But it’s hard to concentrate on that controversy when you’re braced hip-deep in a big fast-water creek 35 miles south of Juneau, bowed up on a 22-inch Dolly Varden. I’m still throwing the little bead egg, and we are definitively into the big Dollies that we were promised existed “out there, way out there.” Not every cast, mind you, and not every fish, but right here in these shallow runs, with the chums and pinks charging around you, there are big wildly speckled char that sock the bead and double the rod and strip line and go straight into the air like bright silver missiles.

We came here on a midmorning floatplane flight with the excellent Ward Air service, and the Juneau-based guide Mark Hieronymous, of Bear Creek Outfitters, who commutes to his guide work almost daily on the Ward planes. It’s a testimony to the enduring attraction of southeast Alaska for a certain kind of adventurer that you can you can’t swing a cat around here without hitting a fishing guide with both a lot of education and a background in commercial salmon fishing. Mark is no exception–he has a degree in fisheries science and aquaculture, and he started out working the boats, then started a business that processed salmon roe. He sold that operation a few years ago, and now divides his time between working for Trout Unlimited and full-time guiding during the season. He’s got about 40 years of experience behind a fly rod, and he still fishes as if every cast were his last. He is obsessed, in the best possible way, with fish and water and all the mysteries therein. He’s guiding us, but it’s a friendly trip, too, so he’s fishing his tail off. And watching him connect with some very big Dollies, I’m learning how to fish this place.

I drift away up a side channel, a sinuous little braid enclosed by head-high grass and alders. It’s not safe–the smell of bear is everywhere, but Mark was up here a few minutes ago, and from the bank, you can see pretty far upstream. It’s like fishing a tiny creek back home in Montana, with big scour holes near overhanging banks, and a series of shoals, except that there are three foot long chum salmon everywhere, and way more bear sign. I drop the bead rig directly behind a couple of spawning fish and let it tumble along the gravels (I’ve added a split shot, BB-sized, a foot above the bead).
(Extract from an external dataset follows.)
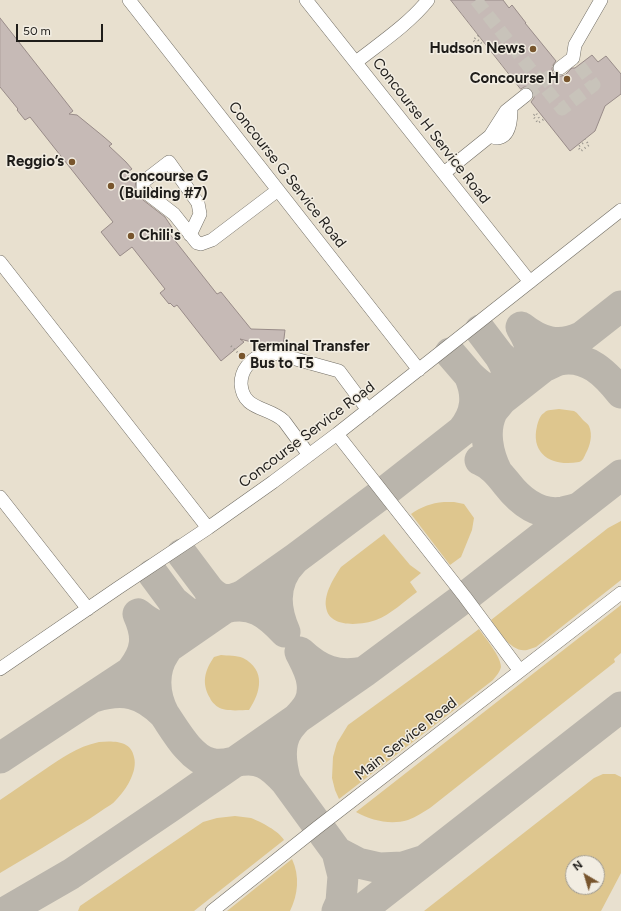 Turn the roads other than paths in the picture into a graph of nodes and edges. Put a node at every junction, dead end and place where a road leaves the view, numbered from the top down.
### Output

This time, I’m so close that I see the flash of the Dolly as it hits the bead, and I rear back on the rod to set the hook. The fish flies off the gravel shoal and bores down into the scour hole, abandons that route and comes straight out of the water going downstream. I’m holding on, putting a lot of pressure on the heavy leader, bound to stop the fish from going around the corner to the main creek. It’s no real contest–it’s an 18-or 19-inch fish–but as I bring it to hand and jerk the little hook out of its jaw, I feel pure glory raining down all around me. To be alone here, on this braid, in this valley, with all these fish, is like a dream. I take off my sunglasses and put them on my hat–the day is already dark enough, and I’m not obsessively seeking the next fish, at least for a few minutes. On my next cast, I stick the hook in a big chum that I did not see, and it moves inexorably upstream to a log jam. I point the rod at it, lock one hand over the reel, and feel the line pop a few inches above the bead. Game over for the time being.

The day passed, as the best of days do, too fast. We are back at the landing site for the floatplane by 3 in the afternoon, still casting to pods of passing salmon and to some of those renegade Dollies that forsake the egg bounty and prowl down here in the salt for baitfish. It’s very, very hard to quit fishing. The whine of the floatplane coming in was a kind of mournful sound.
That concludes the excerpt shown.